Truth be told but I havent met any CS friendly civs as of now. Only Shaka choose patronage and all he did with that is to build the forbidden palace.Then proceeded to take over all city states on his continent....Which flipped to me during tourist pressure (I guess free Tibet and Scotland like?) and I liberated them for a permanent alliance.

In my first game, Maria of Portugal was playing a CS-heavy game. I am not sure what she did but she had over 500 influence with some CSs.

I'm not sure whether it's because it's only my first game and I'm still learning the ropes with just about every aspect of the expansion, but Brave New World feels much harder than Gods & Kings. In fact, I'd go so far as to say it feels more like a completely different game: a Civ 5.5. I dropped down to Prince and I'm having to beg, steal and borrow at every opportunity just to keep up with the AI! This, by the way, is a Very Good Thing. For the first time since CiV came out, it feels like the AI is capable of winning without resorting to war.

I have the same feeling (although I only dropped from King to Prince) and I think this has to do with the better interplay between the systems. I used to go science-heavy and ignore everything else and it worked out. Right now, you cannot ignore your economy and culture and you have to play a more balanced game.
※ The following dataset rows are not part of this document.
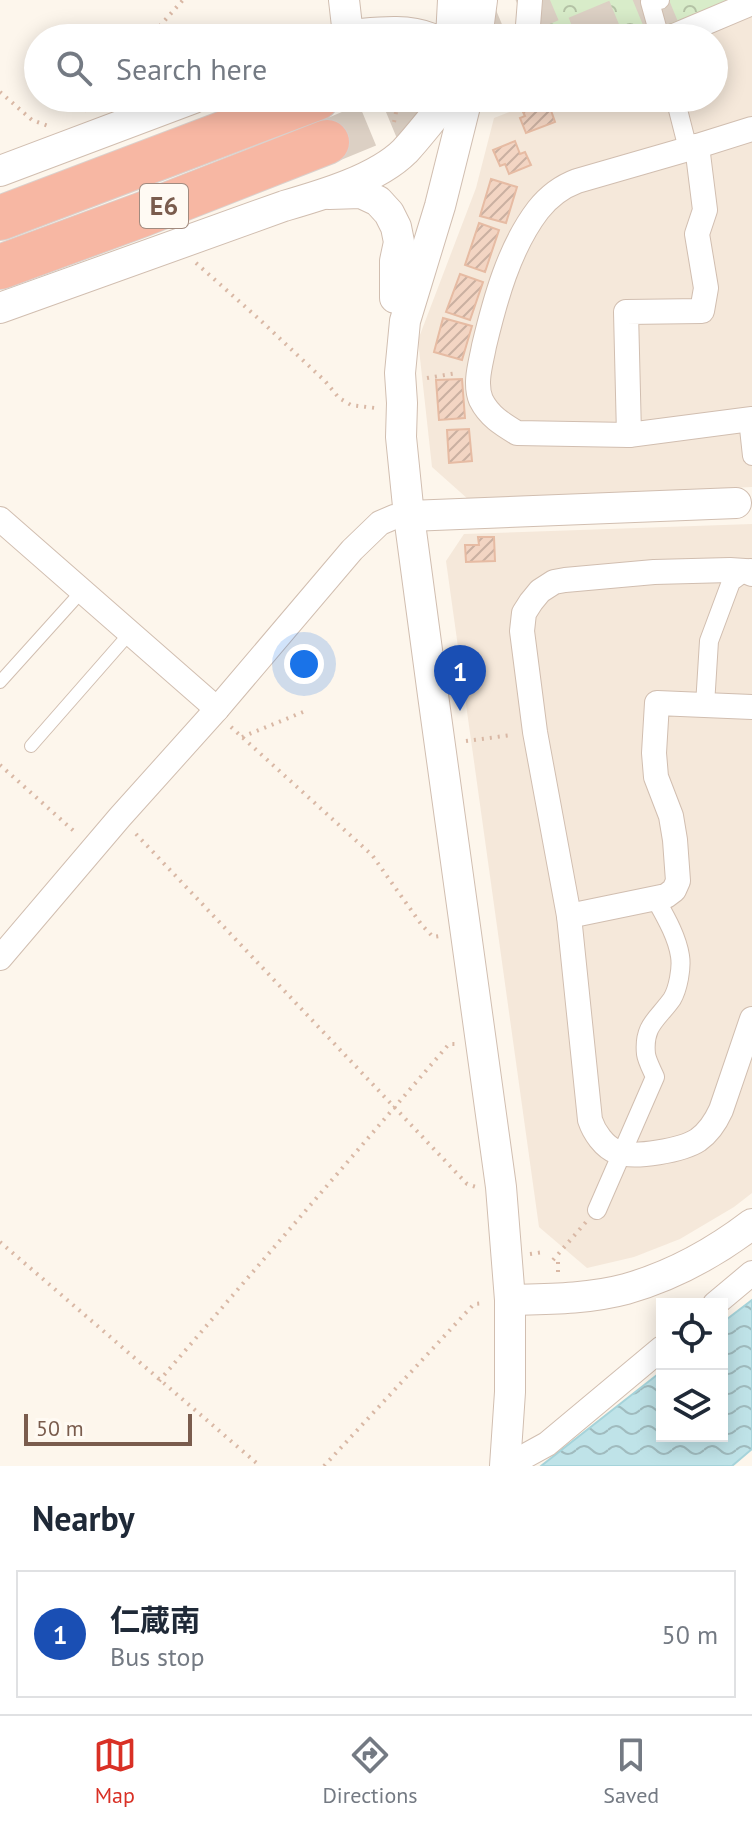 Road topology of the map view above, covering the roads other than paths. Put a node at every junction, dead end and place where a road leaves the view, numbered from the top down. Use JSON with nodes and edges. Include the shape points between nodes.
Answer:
{"nodes":[{"id":1,"x":344,"y":0,"type":"edge"},
{"id":2,"x":453,"y":0,"type":"edge"},
{"id":3,"x":482,"y":0,"type":"edge"},
{"id":4,"x":530,"y":0,"type":"edge"},
{"id":5,"x":660,"y":0,"type":"edge"},
{"id":6,"x":752,"y":3,"type":"edge"},
{"id":7,"x":345,"y":24,"type":"edge"},
{"id":8,"x":452,"y":24,"type":"edge"},
{"id":9,"x":479,"y":24,"type":"edge"},
{"id":10,"x":528,"y":24,"type":"edge"},
{"id":11,"x":656,"y":24,"type":"edge"},
{"id":12,"x":702,"y":24,"type":"edge"},
{"id":13,"x":157,"y":112,"type":"edge"},
{"id":14,"x":280,"y":112,"type":"edge"},
{"id":15,"x":439,"y":112,"type":"edge"},
{"id":16,"x":447,"y":112,"type":"edge"},
{"id":17,"x":449,"y":112,"type":"edge"},
{"id":18,"x":680,"y":112,"type":"edge"},
{"id":19,"x":752,"y":129,"type":"edge"},
{"id":20,"x":327,"y":142,"type":"tunnel mouth"},
{"id":21,"x":693,"y":148,"type":"junction"},
{"id":22,"x":0,"y":171,"type":"edge"},
{"id":23,"x":327,"y":194,"type":"junction"},
{"id":24,"x":0,"y":218,"type":"edge"},
{"id":25,"x":0,"y":267,"type":"edge"},
{"id":26,"x":395,"y":298,"type":"junction"},
{"id":27,"x":0,"y":308,"type":"edge"},
{"id":28,"x":750,"y":419,"type":"edge"},
{"id":29,"x":629,"y":435,"type":"junction"},
{"id":30,"x":401,"y":437,"type":"junction"},
{"id":31,"x":752,"y":456,"type":"edge"},
{"id":32,"x":736,"y":503,"type":"dead end"},
{"id":33,"x":409,"y":516,"type":"junction"},
{"id":34,"x":0,"y":519,"type":"edge"},
{"id":35,"x":750,"y":570,"type":"edge"},
{"id":36,"x":82,"y":591,"type":"junction"},
{"id":37,"x":130,"y":633,"type":"junction"},
{"id":38,"x":0,"y":682,"type":"edge"},
{"id":39,"x":705,"y":705,"type":"junction"},
{"id":40,"x":752,"y":707,"type":"edge"},
{"id":41,"x":215,"y":710,"type":"junction"},
{"id":42,"x":31,"y":746,"type":"dead end"},
{"id":43,"x":655,"y":898,"type":"junction"},
{"id":44,"x":569,"y":916,"type":"junction"},
{"id":45,"x":0,"y":958,"type":"edge"},
{"id":46,"x":752,"y":1019,"type":"edge"},
{"id":47,"x":744,"y":1068,"type":"edge"},
{"id":48,"x":623,"y":1153,"type":"junction"},
{"id":49,"x":597,"y":1210,"type":"road end"},
{"id":50,"x":752,"y":1224,"type":"edge"},
{"id":51,"x":752,"y":1273,"type":"edge"},
{"id":52,"x":722,"y":1298,"type":"edge"},
{"id":53,"x":510,"y":1300,"type":"junction"},
{"id":54,"x":656,"y":1353,"type":"edge"},
{"id":55,"x":506,"y":1466,"type":"edge"}],
"edges":[{"from":1,"to":7,"type":"street"},
{"from":2,"to":8,"type":"street"},
{"from":3,"to":9,"type":"street"},
{"from":4,"to":10,"type":"street"},
{"from":5,"to":11,"type":"street","via":[[650,2]]},
{"from":6,"to":12,"type":"street"},
{"from":13,"to":22,"type":"street"},
{"from":14,"to":24,"type":"highway","number":"E6"},
{"from":15,"to":23,"type":"street","via":[[403,153]]},
{"from":16,"to":26,"type":"street"},
{"from":17,"to":30,"type":"street","via":[[440,206],[405,321]]},
{"from":18,"to":21,"type":"street"},
{"from":19,"to":21,"type":"street"},
{"from":20,"to":25,"type":"highway","number":"E6"},
{"from":21,"to":29,"type":"street","via":[[705,210],[697,234],[706,288],[702,311],[626,312]]},
{"from":21,"to":29,"type":"street","via":[[577,181],[549,197],[530,222],[500,286],[479,370],[482,401],[490,414],[517,433]]},
{"from":23,"to":26,"type":"street","via":[[361,193],[389,213],[399,242]]},
{"from":23,"to":27,"type":"street"},
{"from":26,"to":30,"type":"street","via":[[386,347],[390,407]]},
{"from":28,"to":29,"type":"street"},
{"from":28,"to":31,"type":"street"},
{"from":30,"to":33,"type":"street"},
{"from":32,"to":33,"type":"street"},
{"from":33,"to":41,"type":"street","via":[[380,523],[352,550]]},
{"from":33,"to":53,"type":"street","via":[[501,1187]]},
{"from":34,"to":36,"type":"street"},
{"from":35,"to":39,"type":"street","via":[[731,582],[709,641]]},
{"from":35,"to":44,"type":"street","via":[[554,582],[524,613],[535,732]]},
{"from":36,"to":37,"type":"street"},
{"from":36,"to":38,"type":"lane"},
{"from":37,"to":41,"type":"street"},
{"from":37,"to":42,"type":"lane"},
{"from":39,"to":40,"type":"street"},
{"from":39,"to":43,"type":"street","via":[[657,703],[656,777],[671,816],[678,881],[666,896]]},
{"from":41,"to":45,"type":"street"},
{"from":43,"to":44,"type":"street"},
{"from":43,"to":48,"type":"street","via":[[677,945],[680,971],[673,996],[651,1023],[646,1056],[655,1077]]},
{"from":44,"to":48,"type":"street","via":[[590,1120],[595,1134]]},
{"from":46,"to":47,"type":"street"},
{"from":47,"to":48,"type":"street","via":[[716,1120],[697,1141],[675,1149]]},
{"from":48,"to":49,"type":"street"},
{"from":50,"to":53,"type":"street","via":[[676,1271],[625,1289]]},
{"from":51,"to":52,"type":"street"},
{"from":53,"to":55,"type":"street"},
{"from":54,"to":55,"type":"street","via":[[547,1444]]}]}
More things to consider. And I agree: it is a very good thing.
 
I quit CIV5 vanilla pretty quick, but have to say BNW is much more fun.

So for me it's a change from CIV IV to BNW basically.
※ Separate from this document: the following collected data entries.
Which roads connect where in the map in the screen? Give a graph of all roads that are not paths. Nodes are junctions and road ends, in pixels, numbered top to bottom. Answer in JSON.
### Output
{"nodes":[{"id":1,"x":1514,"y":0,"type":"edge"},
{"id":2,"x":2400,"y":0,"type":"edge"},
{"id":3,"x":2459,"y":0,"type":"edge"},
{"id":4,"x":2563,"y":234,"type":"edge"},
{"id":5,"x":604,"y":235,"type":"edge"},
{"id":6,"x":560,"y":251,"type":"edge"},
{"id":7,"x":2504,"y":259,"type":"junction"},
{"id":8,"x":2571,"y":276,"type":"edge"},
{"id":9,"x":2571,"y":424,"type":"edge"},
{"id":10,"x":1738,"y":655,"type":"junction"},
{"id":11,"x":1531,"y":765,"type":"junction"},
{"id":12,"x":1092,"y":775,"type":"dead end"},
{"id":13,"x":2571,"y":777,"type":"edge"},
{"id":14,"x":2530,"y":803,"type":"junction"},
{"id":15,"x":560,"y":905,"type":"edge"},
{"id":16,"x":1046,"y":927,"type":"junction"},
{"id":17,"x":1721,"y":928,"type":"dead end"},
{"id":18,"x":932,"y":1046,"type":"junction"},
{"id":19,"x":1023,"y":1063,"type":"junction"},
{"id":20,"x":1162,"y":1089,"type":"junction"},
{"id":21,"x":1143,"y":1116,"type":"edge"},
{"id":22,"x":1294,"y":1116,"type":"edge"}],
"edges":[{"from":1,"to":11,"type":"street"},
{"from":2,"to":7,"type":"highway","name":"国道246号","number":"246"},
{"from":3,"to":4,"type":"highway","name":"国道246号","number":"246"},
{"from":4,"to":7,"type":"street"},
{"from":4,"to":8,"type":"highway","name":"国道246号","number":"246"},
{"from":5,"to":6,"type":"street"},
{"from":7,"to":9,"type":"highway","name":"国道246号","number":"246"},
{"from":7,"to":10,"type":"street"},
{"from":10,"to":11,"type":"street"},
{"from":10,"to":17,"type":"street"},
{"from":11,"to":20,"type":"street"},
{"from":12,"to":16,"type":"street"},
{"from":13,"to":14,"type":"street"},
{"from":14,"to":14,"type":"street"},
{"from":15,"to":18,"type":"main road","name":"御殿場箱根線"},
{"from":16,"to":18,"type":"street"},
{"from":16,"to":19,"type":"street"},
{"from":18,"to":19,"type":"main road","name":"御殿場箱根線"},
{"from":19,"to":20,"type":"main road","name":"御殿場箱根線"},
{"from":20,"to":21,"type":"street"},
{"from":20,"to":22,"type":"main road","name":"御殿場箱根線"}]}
First I noticed is that naval combat and ships in general are MUCH more fun and far less hassle. Units being able to embark by themselves = best thing ever.
Being able to take cities with ships = amazing
Coastal cities also seem much better now than they used to be. With my second game I started with 4 fish, took tradition + exploration and had a 20+ city when the AI was barely breaking 10+ population with their capitals.
 
My first long game is not an easy one (Immortal, Shoshone, Continents, Standard). I feel somewhat directionless, not really sure what and how to work towards some goal. My science rate is good now (mid-game, just into Renaissance); almost done with Patronage (decent culture but very few wonders); got a good Religion and faith production but I'm on an isolated landmass and just now finding everyone else; I got a good hold on three city-states but I am now finding the rest and they're all locked up (Austria is in the game too); not sure about Tourism yet (I do have +4) and I don't know how the WC delegates will look like (still 30 turns before that will come into play). This is my first game and being played in my typical slow, methodical style but I still don't have my hands wrapped around what I should be here on out. General advice?
 
I was used to King difficult in G&K, i won about 2/3 of my games. Now its down to 20% out of 5 games played so far :D Time to tone down to prince.
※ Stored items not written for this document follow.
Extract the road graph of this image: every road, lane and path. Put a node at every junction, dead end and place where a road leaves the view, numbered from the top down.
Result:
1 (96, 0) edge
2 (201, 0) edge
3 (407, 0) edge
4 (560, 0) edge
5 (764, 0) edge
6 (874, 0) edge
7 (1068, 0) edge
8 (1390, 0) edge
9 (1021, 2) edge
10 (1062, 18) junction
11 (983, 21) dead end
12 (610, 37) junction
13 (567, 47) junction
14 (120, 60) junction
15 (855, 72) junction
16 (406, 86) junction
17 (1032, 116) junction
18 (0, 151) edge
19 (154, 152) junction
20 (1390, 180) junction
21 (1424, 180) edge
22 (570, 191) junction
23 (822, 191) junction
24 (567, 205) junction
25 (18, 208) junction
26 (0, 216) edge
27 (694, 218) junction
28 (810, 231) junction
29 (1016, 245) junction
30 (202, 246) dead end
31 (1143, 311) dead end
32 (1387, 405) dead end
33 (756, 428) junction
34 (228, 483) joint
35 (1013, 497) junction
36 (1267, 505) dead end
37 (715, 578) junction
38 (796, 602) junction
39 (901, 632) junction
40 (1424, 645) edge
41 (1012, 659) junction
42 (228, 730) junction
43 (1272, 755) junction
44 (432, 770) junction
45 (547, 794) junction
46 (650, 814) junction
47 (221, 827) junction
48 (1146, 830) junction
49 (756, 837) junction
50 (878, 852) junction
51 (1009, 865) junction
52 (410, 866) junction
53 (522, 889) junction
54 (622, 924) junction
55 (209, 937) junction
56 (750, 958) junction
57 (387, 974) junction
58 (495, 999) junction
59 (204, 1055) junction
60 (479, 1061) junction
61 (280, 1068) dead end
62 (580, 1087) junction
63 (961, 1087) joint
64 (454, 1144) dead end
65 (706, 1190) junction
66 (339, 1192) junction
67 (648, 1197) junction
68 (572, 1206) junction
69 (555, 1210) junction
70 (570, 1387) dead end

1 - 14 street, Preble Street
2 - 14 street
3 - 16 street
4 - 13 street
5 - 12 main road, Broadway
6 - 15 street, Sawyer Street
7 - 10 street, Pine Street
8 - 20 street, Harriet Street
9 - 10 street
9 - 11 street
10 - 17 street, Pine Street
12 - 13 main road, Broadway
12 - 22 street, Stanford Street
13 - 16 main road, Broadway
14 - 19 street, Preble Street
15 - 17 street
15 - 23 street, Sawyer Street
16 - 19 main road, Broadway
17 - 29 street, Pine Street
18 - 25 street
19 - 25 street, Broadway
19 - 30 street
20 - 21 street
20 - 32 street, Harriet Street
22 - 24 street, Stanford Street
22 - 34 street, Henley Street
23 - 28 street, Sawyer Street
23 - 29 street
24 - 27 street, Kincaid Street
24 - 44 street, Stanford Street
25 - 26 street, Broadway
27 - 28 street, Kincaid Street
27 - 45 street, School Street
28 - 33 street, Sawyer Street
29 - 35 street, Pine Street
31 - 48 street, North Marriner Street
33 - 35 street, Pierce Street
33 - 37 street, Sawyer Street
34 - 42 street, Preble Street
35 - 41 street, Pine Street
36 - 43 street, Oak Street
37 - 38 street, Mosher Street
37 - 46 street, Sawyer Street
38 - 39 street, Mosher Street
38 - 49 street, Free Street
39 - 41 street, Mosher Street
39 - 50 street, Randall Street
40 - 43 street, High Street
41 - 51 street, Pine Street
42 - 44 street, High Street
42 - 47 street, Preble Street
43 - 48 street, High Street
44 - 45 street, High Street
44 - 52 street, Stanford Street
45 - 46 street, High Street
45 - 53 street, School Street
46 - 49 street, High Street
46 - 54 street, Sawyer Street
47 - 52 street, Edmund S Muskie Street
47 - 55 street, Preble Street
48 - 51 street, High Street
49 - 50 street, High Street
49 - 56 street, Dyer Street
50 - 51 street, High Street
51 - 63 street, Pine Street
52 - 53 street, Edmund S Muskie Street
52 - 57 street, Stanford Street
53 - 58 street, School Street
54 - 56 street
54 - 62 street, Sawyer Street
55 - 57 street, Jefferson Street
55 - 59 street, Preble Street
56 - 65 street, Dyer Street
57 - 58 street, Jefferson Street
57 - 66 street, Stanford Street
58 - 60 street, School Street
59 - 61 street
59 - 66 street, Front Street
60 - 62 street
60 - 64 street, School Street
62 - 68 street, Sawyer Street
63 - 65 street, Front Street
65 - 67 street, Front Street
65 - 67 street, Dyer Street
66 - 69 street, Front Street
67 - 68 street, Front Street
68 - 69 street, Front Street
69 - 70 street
But i think they changed the AI bonus. Last night i had a perfect game with Celts, started with 3 forests nearby, grabbed a great religion early on, i had 7 incenses around my capital, so i took that +1 culture +1 faith from incense and wine pantheon, oh man i was swimming in culture and faith. Took a ton of good wonders, grabbed askia capital, and was at second place in score, behind far-away Babylonia. Plus i had a HUGE army, carpeting my entire empire. Then my 2 neighbors/trade partners declared war on me at the same time, and attacked with waves of cavalry and rifles (i was still at muskets and knights). So i retired after a while, and noticed in the replay graphs that although i had the smallest army in the world (should have checked the demographics, lol), i had the HIGHEST army upkeep. That is upsetting, really. Also, according to the replay, in the time it took me to build a scout-scout-worker-monument-settler, Babylonia built 4 cities (!).

The only game out of 5 that i won was a Brazilian Time-victory (forgot to turn time victory off), but only because i puppet'ed 2 capitals and tons of cities; at 2050, even with 750 tourism/turn (1200+ during carnivals), i was still 100 turns away from a culture victory.
 
My first long game is not an easy one (Immortal, Shoshone, Continents, Standard). I feel somewhat directionless, not really sure what and how to work towards some goal. My science rate is good now (mid-game, just into Renaissance); almost done with Patronage (decent culture but very few wonders); got a good Religion and faith production but I'm on an isolated landmass and just now finding everyone else; I got a good hold on three city-states but I am now finding the rest and they're all locked up (Austria is in the game too); not sure about Tourism yet (I do have +4) and I don't know how the WC delegates will look like (still 30 turns before that will come into play). This is my first game and being played in my typical slow, methodical style but I still don't have my hands wrapped around what I should be here on out. General advice?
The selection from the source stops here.